■ **TASK INSTRUCTIONS**:
Look through the lines below and extract any with the word "every".

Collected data
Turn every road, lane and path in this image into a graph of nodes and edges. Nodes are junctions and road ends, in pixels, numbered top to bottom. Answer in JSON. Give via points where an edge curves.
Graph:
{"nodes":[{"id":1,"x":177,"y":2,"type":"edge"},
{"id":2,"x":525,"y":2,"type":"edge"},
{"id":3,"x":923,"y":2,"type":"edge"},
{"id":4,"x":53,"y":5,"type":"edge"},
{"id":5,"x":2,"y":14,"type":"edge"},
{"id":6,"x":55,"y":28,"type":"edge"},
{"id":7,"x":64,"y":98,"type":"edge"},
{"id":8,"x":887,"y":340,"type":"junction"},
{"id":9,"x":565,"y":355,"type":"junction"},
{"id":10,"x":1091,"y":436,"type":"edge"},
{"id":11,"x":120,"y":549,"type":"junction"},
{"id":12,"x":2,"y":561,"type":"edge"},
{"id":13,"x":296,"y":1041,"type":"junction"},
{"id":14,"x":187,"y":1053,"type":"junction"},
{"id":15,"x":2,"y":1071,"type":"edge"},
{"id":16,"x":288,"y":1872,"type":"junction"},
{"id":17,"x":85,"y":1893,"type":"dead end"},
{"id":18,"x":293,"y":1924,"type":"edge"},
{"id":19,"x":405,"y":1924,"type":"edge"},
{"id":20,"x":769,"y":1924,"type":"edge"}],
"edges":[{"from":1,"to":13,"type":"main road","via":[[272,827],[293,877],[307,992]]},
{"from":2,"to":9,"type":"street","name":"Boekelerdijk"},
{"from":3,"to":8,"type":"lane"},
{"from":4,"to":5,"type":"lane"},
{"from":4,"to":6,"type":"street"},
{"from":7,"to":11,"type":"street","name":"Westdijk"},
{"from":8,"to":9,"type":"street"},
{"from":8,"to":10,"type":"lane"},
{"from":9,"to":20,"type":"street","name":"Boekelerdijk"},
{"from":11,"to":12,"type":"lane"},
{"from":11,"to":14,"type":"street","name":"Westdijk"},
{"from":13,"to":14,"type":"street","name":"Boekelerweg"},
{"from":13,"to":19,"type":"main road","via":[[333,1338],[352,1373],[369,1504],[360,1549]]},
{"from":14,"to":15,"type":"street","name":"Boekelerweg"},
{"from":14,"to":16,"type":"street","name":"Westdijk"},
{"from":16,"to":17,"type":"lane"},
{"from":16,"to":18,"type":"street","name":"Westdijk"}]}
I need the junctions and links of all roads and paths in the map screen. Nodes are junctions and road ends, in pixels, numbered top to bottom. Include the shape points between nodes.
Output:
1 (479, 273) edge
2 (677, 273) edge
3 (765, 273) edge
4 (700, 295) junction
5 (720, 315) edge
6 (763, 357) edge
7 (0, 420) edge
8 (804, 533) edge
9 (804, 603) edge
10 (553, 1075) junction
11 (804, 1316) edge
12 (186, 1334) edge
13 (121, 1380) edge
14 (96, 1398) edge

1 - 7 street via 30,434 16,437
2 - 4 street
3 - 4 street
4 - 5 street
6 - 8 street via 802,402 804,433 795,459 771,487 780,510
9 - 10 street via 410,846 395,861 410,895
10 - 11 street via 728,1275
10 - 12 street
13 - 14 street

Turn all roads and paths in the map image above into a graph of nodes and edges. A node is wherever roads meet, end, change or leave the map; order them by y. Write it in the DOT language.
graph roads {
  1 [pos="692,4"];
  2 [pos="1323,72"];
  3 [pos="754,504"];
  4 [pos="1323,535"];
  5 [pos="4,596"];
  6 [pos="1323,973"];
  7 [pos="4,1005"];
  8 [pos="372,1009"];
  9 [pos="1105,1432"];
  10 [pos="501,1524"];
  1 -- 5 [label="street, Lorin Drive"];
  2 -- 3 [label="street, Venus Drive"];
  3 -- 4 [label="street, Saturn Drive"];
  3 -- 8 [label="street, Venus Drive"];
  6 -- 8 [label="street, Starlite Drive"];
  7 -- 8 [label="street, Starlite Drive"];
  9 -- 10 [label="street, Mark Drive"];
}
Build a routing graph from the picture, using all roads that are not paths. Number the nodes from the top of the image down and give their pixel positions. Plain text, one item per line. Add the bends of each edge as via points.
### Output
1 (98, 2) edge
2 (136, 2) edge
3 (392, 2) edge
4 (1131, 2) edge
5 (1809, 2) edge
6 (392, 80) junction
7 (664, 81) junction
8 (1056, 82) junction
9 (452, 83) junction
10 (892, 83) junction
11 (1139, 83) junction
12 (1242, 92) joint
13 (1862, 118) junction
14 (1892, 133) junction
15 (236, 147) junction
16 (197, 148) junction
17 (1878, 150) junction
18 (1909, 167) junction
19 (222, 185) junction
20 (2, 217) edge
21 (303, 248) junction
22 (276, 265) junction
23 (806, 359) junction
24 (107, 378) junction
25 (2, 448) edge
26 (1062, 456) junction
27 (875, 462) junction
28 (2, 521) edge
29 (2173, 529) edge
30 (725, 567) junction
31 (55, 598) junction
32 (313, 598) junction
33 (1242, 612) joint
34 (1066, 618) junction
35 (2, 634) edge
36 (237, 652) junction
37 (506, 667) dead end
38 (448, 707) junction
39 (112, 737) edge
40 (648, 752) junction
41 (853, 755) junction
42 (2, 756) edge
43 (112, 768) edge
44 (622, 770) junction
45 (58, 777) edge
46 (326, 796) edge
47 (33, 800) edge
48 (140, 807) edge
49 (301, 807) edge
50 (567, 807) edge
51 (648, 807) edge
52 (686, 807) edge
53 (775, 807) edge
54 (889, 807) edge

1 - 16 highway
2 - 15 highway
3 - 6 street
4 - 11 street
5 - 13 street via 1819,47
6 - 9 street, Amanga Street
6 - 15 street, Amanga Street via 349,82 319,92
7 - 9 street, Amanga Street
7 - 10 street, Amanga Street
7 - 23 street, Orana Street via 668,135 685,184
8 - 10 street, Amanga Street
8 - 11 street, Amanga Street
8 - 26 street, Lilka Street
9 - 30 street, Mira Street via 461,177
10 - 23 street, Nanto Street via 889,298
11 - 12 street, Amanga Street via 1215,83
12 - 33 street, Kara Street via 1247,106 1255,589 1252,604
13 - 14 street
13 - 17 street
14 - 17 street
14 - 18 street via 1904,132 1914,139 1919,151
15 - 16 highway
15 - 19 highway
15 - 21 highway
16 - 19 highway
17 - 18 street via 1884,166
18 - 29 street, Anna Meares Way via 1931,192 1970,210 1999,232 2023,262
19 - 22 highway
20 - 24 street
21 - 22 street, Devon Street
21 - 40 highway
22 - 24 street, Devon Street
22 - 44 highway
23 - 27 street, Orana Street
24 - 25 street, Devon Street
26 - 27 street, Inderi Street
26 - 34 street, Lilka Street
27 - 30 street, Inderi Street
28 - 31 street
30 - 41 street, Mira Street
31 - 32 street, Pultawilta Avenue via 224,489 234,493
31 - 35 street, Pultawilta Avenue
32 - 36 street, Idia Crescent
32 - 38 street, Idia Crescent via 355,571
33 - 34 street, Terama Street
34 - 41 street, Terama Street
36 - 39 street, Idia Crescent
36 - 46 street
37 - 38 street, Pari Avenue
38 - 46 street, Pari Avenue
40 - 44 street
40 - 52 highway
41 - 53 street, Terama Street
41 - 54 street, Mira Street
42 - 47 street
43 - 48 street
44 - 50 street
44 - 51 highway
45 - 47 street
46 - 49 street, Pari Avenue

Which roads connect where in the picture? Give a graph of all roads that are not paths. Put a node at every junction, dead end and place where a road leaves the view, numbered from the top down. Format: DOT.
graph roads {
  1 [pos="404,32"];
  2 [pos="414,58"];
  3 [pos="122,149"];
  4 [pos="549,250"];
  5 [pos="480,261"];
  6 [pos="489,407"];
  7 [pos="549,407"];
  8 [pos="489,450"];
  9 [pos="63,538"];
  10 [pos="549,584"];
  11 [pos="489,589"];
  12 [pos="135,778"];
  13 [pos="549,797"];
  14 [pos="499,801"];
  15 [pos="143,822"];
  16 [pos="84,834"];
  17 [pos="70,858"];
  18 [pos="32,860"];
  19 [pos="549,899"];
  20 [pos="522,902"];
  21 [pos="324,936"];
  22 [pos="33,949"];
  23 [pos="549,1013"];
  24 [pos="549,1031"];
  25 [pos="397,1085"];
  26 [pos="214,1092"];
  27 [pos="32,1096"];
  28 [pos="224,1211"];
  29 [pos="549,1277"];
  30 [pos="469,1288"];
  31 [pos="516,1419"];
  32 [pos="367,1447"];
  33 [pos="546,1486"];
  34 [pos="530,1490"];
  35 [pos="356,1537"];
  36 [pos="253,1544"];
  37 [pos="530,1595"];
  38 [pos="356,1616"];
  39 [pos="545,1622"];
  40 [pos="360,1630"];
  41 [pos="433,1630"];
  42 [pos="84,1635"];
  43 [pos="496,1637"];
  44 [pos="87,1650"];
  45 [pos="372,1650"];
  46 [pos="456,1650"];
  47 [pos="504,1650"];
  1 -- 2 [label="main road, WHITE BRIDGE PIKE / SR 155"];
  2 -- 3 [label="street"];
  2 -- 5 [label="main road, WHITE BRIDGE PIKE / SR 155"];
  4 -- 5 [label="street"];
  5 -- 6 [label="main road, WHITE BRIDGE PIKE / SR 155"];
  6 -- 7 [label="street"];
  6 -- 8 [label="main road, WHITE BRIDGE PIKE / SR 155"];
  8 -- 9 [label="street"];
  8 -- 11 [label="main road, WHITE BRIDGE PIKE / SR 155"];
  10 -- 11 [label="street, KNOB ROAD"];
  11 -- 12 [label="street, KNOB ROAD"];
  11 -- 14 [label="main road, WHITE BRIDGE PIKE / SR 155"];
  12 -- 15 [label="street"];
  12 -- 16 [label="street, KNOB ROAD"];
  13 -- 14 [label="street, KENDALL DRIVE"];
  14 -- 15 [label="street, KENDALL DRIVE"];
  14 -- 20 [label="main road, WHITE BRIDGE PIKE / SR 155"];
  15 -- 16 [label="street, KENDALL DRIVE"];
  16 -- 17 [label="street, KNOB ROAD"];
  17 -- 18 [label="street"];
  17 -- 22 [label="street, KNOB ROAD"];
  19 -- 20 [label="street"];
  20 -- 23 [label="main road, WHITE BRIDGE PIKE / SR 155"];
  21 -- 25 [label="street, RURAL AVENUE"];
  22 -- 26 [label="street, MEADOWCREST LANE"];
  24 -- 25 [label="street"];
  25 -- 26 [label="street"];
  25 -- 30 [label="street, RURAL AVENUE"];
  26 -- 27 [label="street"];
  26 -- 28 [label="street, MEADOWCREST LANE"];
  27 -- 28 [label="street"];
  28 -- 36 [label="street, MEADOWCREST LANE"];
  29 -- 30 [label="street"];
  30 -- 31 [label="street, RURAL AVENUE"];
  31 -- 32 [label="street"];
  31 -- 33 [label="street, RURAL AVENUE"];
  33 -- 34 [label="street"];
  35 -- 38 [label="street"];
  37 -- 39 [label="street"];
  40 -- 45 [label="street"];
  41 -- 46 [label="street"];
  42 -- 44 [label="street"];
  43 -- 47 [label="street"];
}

■ **ANSWER AREA**:
Turn every road, lane and path in this image into a graph of nodes and edges. Nodes are junctions and road ends, in pixels, numbered top to bottom. Answer in JSON. Give via points where an edge curves.
Which roads connect where in the picture? Give a graph of all roads that are not paths. Put a node at every junction, dead end and place where a road leaves the view, numbered from the top down. Format: DOT.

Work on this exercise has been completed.